Deleting temporary files and directories

Deleting temporary files and folders increases hard disk space and reduces the time Windows takes to access the hard drive. It also resolves problems with spooling print jobs. Windows uses a Temp folder to temporarily store files intended only for temporary use. Over time, these files can build up and cause problems. To delete these files, use the following set of steps:
  1. Close all open software applications.
  2. From the Start screen, type disk cleanup to open the Search charm, and then select Free up disk space by deleting unnecessary files from the search results.
    Figure 10: Searching for disk cleanup
    The field to search for Free up disk space by deleting unnecessary files, with disk cleanup entered into the search field
  3. Select the drive you want to clean up, and then click OK .
    Figure 11: Select drive
    Drive selection in Disk Cleanup
    A message opens telling you that Disk Cleanup is calculating how much space you can free on the drive you chose.
    Figure 12: Disk Cleanup
     Disk Cleanup calculating the space that can be freed on the disk drive
  4. When the Disk Cleanup window appears, displaying a list of Files to delete, place a check next to the types of files you want the Disk Cleanup tool to delete.
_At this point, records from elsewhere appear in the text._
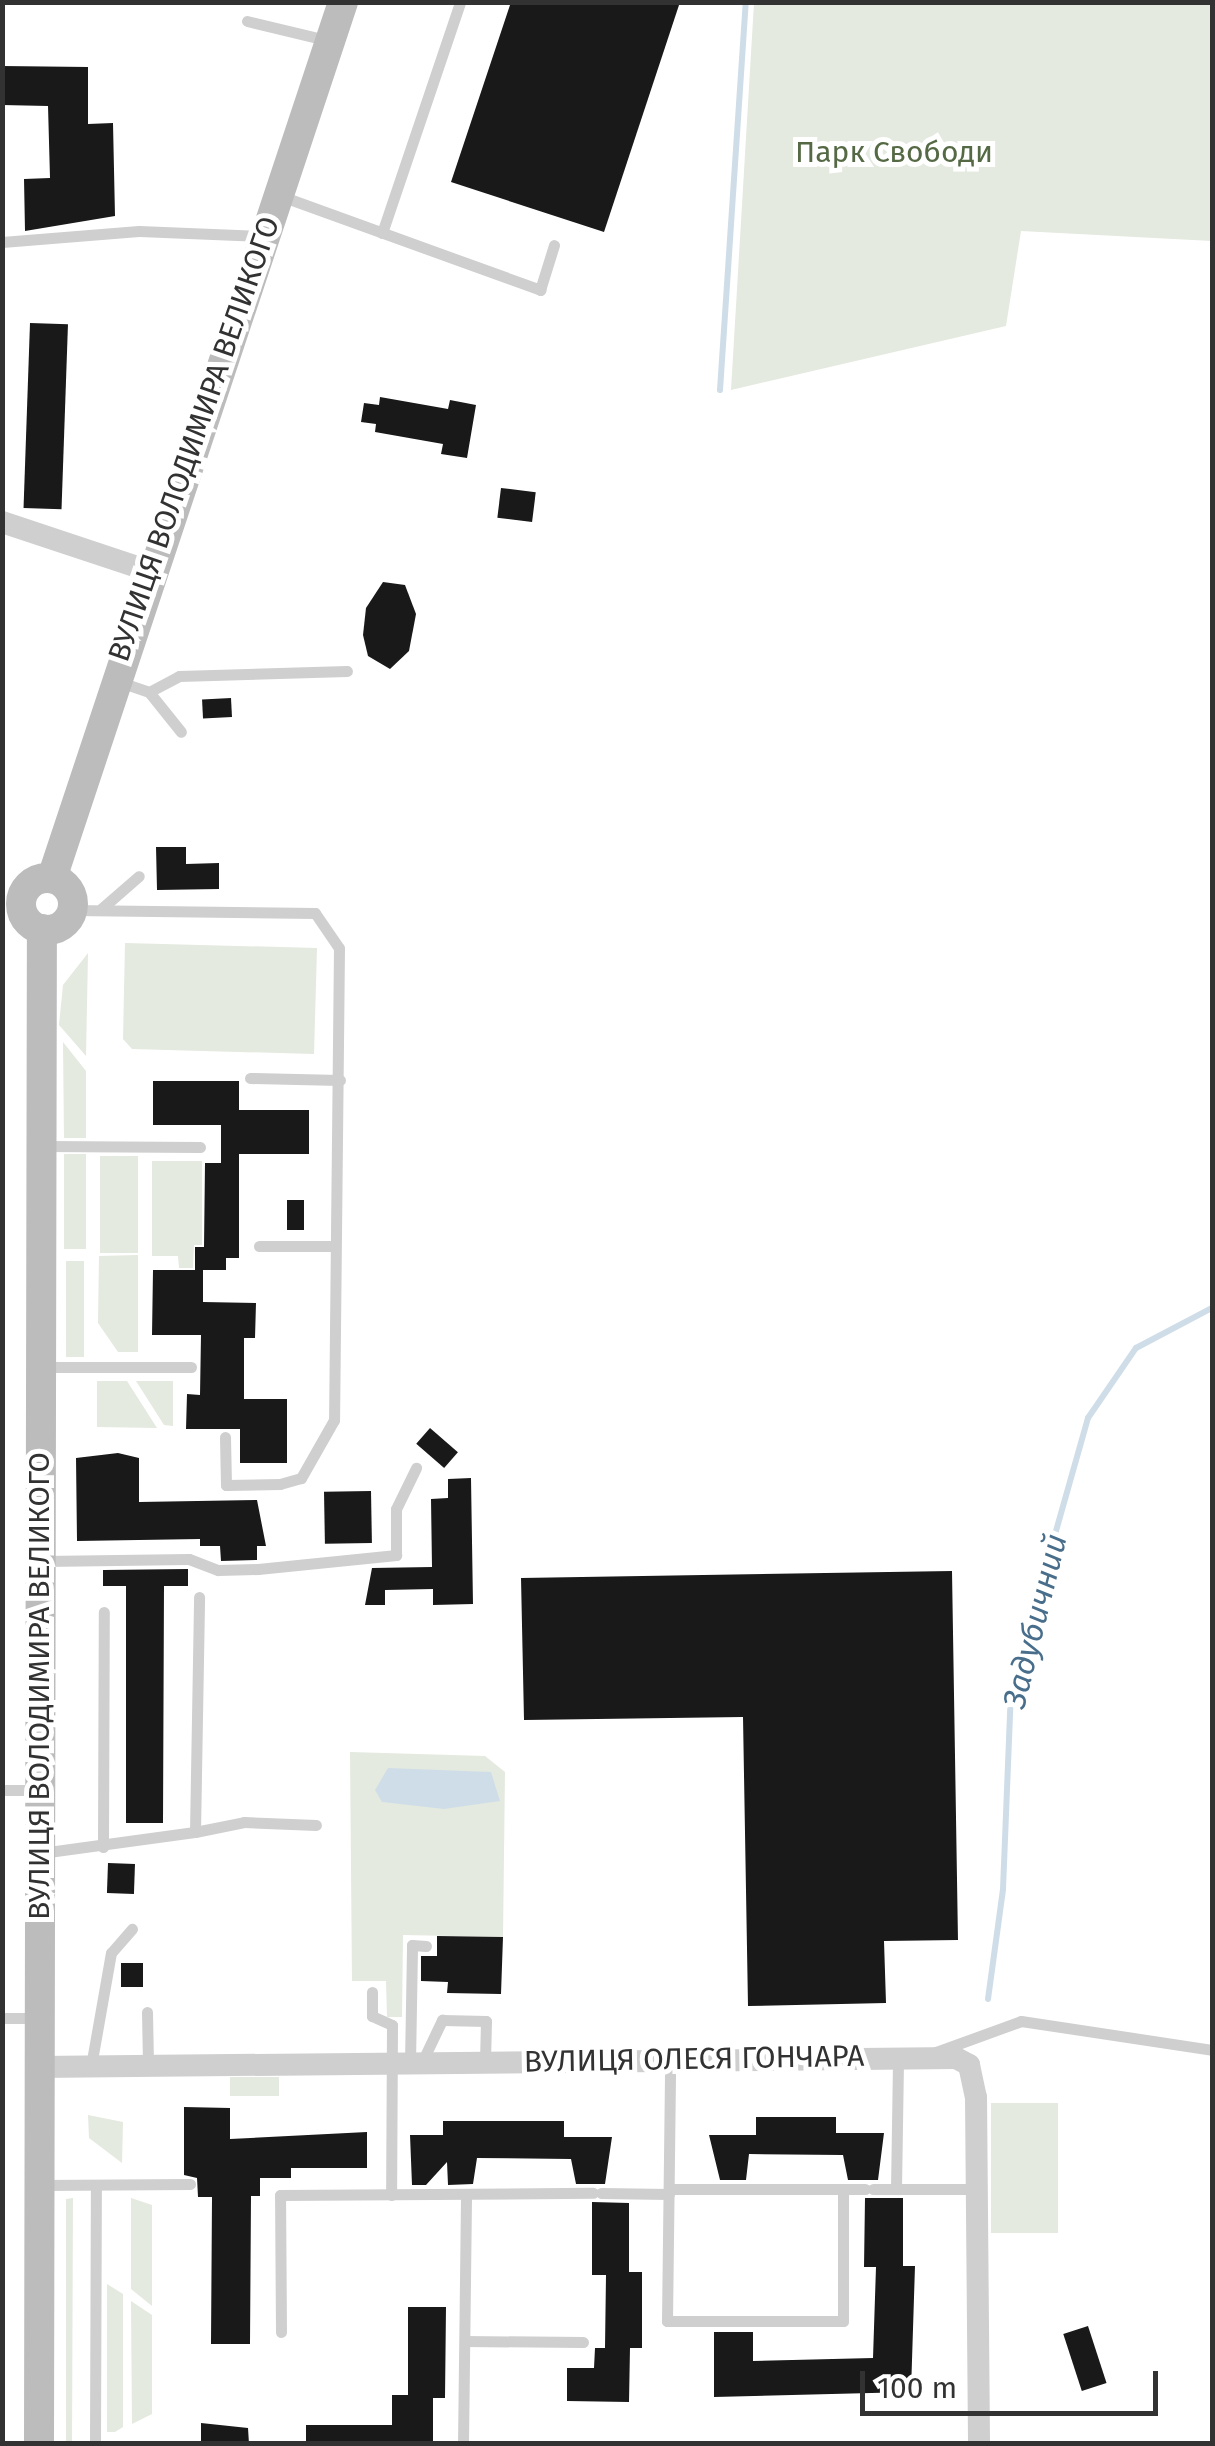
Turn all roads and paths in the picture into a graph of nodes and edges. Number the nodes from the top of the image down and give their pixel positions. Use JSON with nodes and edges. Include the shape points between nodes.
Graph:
{"nodes":[{"id":1,"x":343,"y":2,"type":"edge"},
{"id":2,"x":460,"y":2,"type":"edge"},
{"id":3,"x":247,"y":21,"type":"dead end"},
{"id":4,"x":330,"y":41,"type":"junction"},
{"id":5,"x":276,"y":194,"type":"junction"},
{"id":6,"x":382,"y":232,"type":"junction"},
{"id":7,"x":262,"y":236,"type":"junction"},
{"id":8,"x":2,"y":242,"type":"edge"},
{"id":9,"x":554,"y":245,"type":"dead end"},
{"id":10,"x":2,"y":522,"type":"edge"},
{"id":11,"x":149,"y":571,"type":"junction"},
{"id":12,"x":347,"y":671,"type":"dead end"},
{"id":13,"x":112,"y":679,"type":"junction"},
{"id":14,"x":149,"y":692,"type":"junction"},
{"id":15,"x":182,"y":732,"type":"dead end"},
{"id":16,"x":140,"y":876,"type":"dead end"},
{"id":17,"x":52,"y":878,"type":"junction"},
{"id":18,"x":12,"y":904,"type":"edge"},
{"id":19,"x":86,"y":910,"type":"junction"},
{"id":20,"x":42,"y":930,"type":"junction"},
{"id":21,"x":250,"y":1078,"type":"dead end"},
{"id":22,"x":340,"y":1080,"type":"junction"},
{"id":23,"x":42,"y":1146,"type":"junction"},
{"id":24,"x":200,"y":1147,"type":"dead end"},
{"id":25,"x":259,"y":1246,"type":"dead end"},
{"id":26,"x":330,"y":1246,"type":"junction"},
{"id":27,"x":41,"y":1367,"type":"junction"},
{"id":28,"x":190,"y":1367,"type":"dead end"},
{"id":29,"x":226,"y":1436,"type":"dead end"},
{"id":30,"x":416,"y":1468,"type":"dead end"},
{"id":31,"x":40,"y":1561,"type":"junction"},
{"id":32,"x":199,"y":1597,"type":"dead end"},
{"id":33,"x":104,"y":1612,"type":"dead end"},
{"id":34,"x":2,"y":1790,"type":"edge"},
{"id":35,"x":39,"y":1790,"type":"junction"},
{"id":36,"x":316,"y":1824,"type":"dead end"},
{"id":37,"x":195,"y":1832,"type":"junction"},
{"id":38,"x":103,"y":1846,"type":"junction"},
{"id":39,"x":39,"y":1854,"type":"junction"},
{"id":40,"x":132,"y":1929,"type":"dead end"},
{"id":41,"x":426,"y":1946,"type":"dead end"},
{"id":42,"x":372,"y":1992,"type":"dead end"},
{"id":43,"x":147,"y":2012,"type":"dead end"},
{"id":44,"x":2,"y":2018,"type":"edge"},
{"id":45,"x":38,"y":2018,"type":"junction"},
{"id":46,"x":1212,"y":2050,"type":"edge"},
{"id":47,"x":898,"y":2056,"type":"junction"},
{"id":48,"x":927,"y":2056,"type":"junction"},
{"id":49,"x":670,"y":2058,"type":"junction"},
{"id":50,"x":485,"y":2061,"type":"junction"},
{"id":51,"x":408,"y":2063,"type":"junction"},
{"id":52,"x":91,"y":2066,"type":"junction"},
{"id":53,"x":148,"y":2066,"type":"junction"},
{"id":54,"x":38,"y":2067,"type":"junction"},
{"id":55,"x":190,"y":2184,"type":"dead end"},
{"id":56,"x":96,"y":2185,"type":"junction"},
{"id":57,"x":38,"y":2186,"type":"junction"},
{"id":58,"x":896,"y":2189,"type":"junction"},
{"id":59,"x":977,"y":2189,"type":"junction"},
{"id":60,"x":843,"y":2190,"type":"junction"},
{"id":61,"x":669,"y":2191,"type":"junction"},
{"id":62,"x":391,"y":2194,"type":"junction"},
{"id":63,"x":466,"y":2194,"type":"junction"},
{"id":64,"x":281,"y":2332,"type":"dead end"},
{"id":65,"x":464,"y":2340,"type":"junction"},
{"id":66,"x":583,"y":2342,"type":"dead end"},
{"id":67,"x":39,"y":2444,"type":"edge"},
{"id":68,"x":95,"y":2444,"type":"edge"},
{"id":69,"x":463,"y":2444,"type":"edge"},
{"id":70,"x":979,"y":2444,"type":"edge"}],
"edges":[{"from":1,"to":4,"type":"street","name":"ВУЛИЦЯ ВОЛОДИМИРА ВЕЛИКОГО"},
{"from":2,"to":6,"type":"lane"},
{"from":3,"to":4,"type":"lane"},
{"from":4,"to":5,"type":"street","name":"ВУЛИЦЯ ВОЛОДИМИРА ВЕЛИКОГО"},
{"from":5,"to":6,"type":"lane"},
{"from":5,"to":7,"type":"street","name":"ВУЛИЦЯ ВОЛОДИМИРА ВЕЛИКОГО"},
{"from":6,"to":9,"type":"lane","via":[[540,290]]},
{"from":7,"to":8,"type":"lane","via":[[139,231]]},
{"from":7,"to":11,"type":"street","name":"ВУЛИЦЯ ВОЛОДИМИРА ВЕЛИКОГО"},
{"from":10,"to":11,"type":"street"},
{"from":11,"to":13,"type":"street","name":"ВУЛИЦЯ ВОЛОДИМИРА ВЕЛИКОГО"},
{"from":12,"to":14,"type":"lane","via":[[180,676]]},
{"from":13,"to":14,"type":"lane"},
{"from":13,"to":17,"type":"street","name":"ВУЛИЦЯ ВОЛОДИМИРА ВЕЛИКОГО"},
{"from":14,"to":15,"type":"lane"},
{"from":16,"to":19,"type":"lane"},
{"from":17,"to":18,"type":"street","via":[[28,886]]},
{"from":17,"to":19,"type":"street"},
{"from":18,"to":20,"type":"street"},
{"from":19,"to":20,"type":"street"},
{"from":19,"to":22,"type":"lane","via":[[315,912],[339,948]]},
{"from":20,"to":23,"type":"street","name":"ВУЛИЦЯ ВОЛОДИМИРА ВЕЛИКОГО"},
{"from":21,"to":22,"type":"lane"},
{"from":22,"to":26,"type":"lane","via":[[340,1192]]},
{"from":23,"to":24,"type":"lane"},
{"from":23,"to":27,"type":"street","name":"ВУЛИЦЯ ВОЛОДИМИРА ВЕЛИКОГО"},
{"from":25,"to":26,"type":"lane"},
{"from":26,"to":29,"type":"lane","via":[[334,1420],[322,1452],[301,1478],[226,1485]]},
{"from":27,"to":28,"type":"lane"},
{"from":27,"to":31,"type":"street","name":"ВУЛИЦЯ ВОЛОДИМИРА ВЕЛИКОГО"},
{"from":30,"to":31,"type":"lane","via":[[396,1508],[396,1555],[218,1570],[189,1559]]},
{"from":31,"to":35,"type":"street","name":"ВУЛИЦЯ ВОЛОДИМИРА ВЕЛИКОГО"},
{"from":32,"to":37,"type":"lane"},
{"from":33,"to":38,"type":"lane"},
{"from":34,"to":35,"type":"lane"},
{"from":35,"to":39,"type":"street","name":"ВУЛИЦЯ ВОЛОДИМИРА ВЕЛИКОГО"},
{"from":36,"to":37,"type":"lane","via":[[244,1822]]},
{"from":37,"to":38,"type":"lane"},
{"from":38,"to":39,"type":"lane"},
{"from":39,"to":45,"type":"street","name":"ВУЛИЦЯ ВОЛОДИМИРА ВЕЛИКОГО"},
{"from":40,"to":52,"type":"lane","via":[[112,1953]]},
{"from":41,"to":51,"type":"lane","via":[[412,1945]]},
{"from":42,"to":51,"type":"lane","via":[[372,2016],[392,2025]]},
{"from":43,"to":53,"type":"lane"},
{"from":44,"to":45,"type":"lane"},
{"from":45,"to":54,"type":"street","name":"ВУЛИЦЯ ВОЛОДИМИРА ВЕЛИКОГО"},
{"from":46,"to":48,"type":"lane","via":[[1021,2021],[985,2028]]},
{"from":47,"to":48,"type":"street","name":"ВУЛИЦЯ ОЛЕСЯ ГОНЧАРА"},
{"from":47,"to":49,"type":"street","name":"ВУЛИЦЯ ОЛЕСЯ ГОНЧАРА"},
{"from":47,"to":58,"type":"lane"},
{"from":48,"to":59,"type":"street","name":"ВУЛИЦЯ ОЛЕСЯ ГОНЧАРА","via":[[956,2058],[974,2076]]},
{"from":49,"to":50,"type":"street","name":"ВУЛИЦЯ ОЛЕСЯ ГОНЧАРА"},
{"from":49,"to":61,"type":"lane"},
{"from":50,"to":51,"type":"street","name":"ВУЛИЦЯ ОЛЕСЯ ГОНЧАРА"},
{"from":50,"to":51,"type":"lane","via":[[486,2021],[442,2020]]},
{"from":51,"to":53,"type":"street","name":"ВУЛИЦЯ ОЛЕСЯ ГОНЧАРА"},
{"from":51,"to":62,"type":"lane"},
{"from":52,"to":53,"type":"street","name":"ВУЛИЦЯ ОЛЕСЯ ГОНЧАРА"},
{"from":52,"to":54,"type":"street","name":"ВУЛИЦЯ ОЛЕСЯ ГОНЧАРА"},
{"from":54,"to":57,"type":"street","name":"ВУЛИЦЯ ВОЛОДИМИРА ВЕЛИКОГО"},
{"from":55,"to":56,"type":"lane"},
{"from":56,"to":57,"type":"lane"},
{"from":56,"to":68,"type":"lane"},
{"from":57,"to":67,"type":"street","name":"ВУЛИЦЯ ВОЛОДИМИРА ВЕЛИКОГО"},
{"from":58,"to":59,"type":"lane"},
{"from":58,"to":60,"type":"lane"},
{"from":59,"to":70,"type":"street","name":"ВУЛИЦЯ ОЛЕСЯ ГОНЧАРА"},
{"from":60,"to":61,"type":"lane"},
{"from":60,"to":61,"type":"lane","via":[[843,2321],[667,2321]]},
{"from":61,"to":63,"type":"lane"},
{"from":62,"to":63,"type":"lane"},
{"from":62,"to":64,"type":"lane","via":[[280,2195]]},
{"from":63,"to":65,"type":"lane"},
{"from":65,"to":66,"type":"lane"},
{"from":65,"to":69,"type":"lane"}]}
Temporary files are safe to delete.
    CAUTION:Selecting some options can have a negative effect. Examples: Selecting Hibernation File Cleaner can prevent the computer from entering hibernation. Selecting Setup Log Files deletes the files that online phone support agents use to help troubleshoot setup problems. If you are unsure about what to delete, do not delete the files until you know if the files are not important for your use of the computer.
    Figure 13: Select types of files to delete in Disk Cleanup
    Image of file type selection in Disk Cleanup
  5. Click OK .
  6. Click Delete Files .

Checking for hard disk drive errors

Perform the following steps to check the integrity of the hard disk drive in Windows 8.
  1. Close all open software applications.
  2. From the Start screen, type file explorer to open the Search charm, and then select File Explorer from the search results.
    Figure 14: Searching for File Explorer
    The search field for File Explorer
  3. Right-click the hard disk drive that you want to check, and then click Properties .
    Figure 15: Hard disk drive properties
    Properties encircled in red under Devices and drives
  4. In the Properties window, click the Tools tab.
  5. Under Error checking, click Check .
    Figure 16: Error checking
    Image of Error checking option in hard disk Tools
    If you are prompted for an administrator password or confirmation, type the password or provide confirmation.
  6. On the Error Checking window, click Scan drive .
    Figure 17: Scanning the drive for errors
    The Error Checking window, with the Scan drive selection encircled in red
    Windows checks the hard disk drive for errors.
    If a window opens stating that Windows can't check the disk while it's in use , click Schedule disk check and follow the on-screen instructions to restart the computer and scan the disk for errors.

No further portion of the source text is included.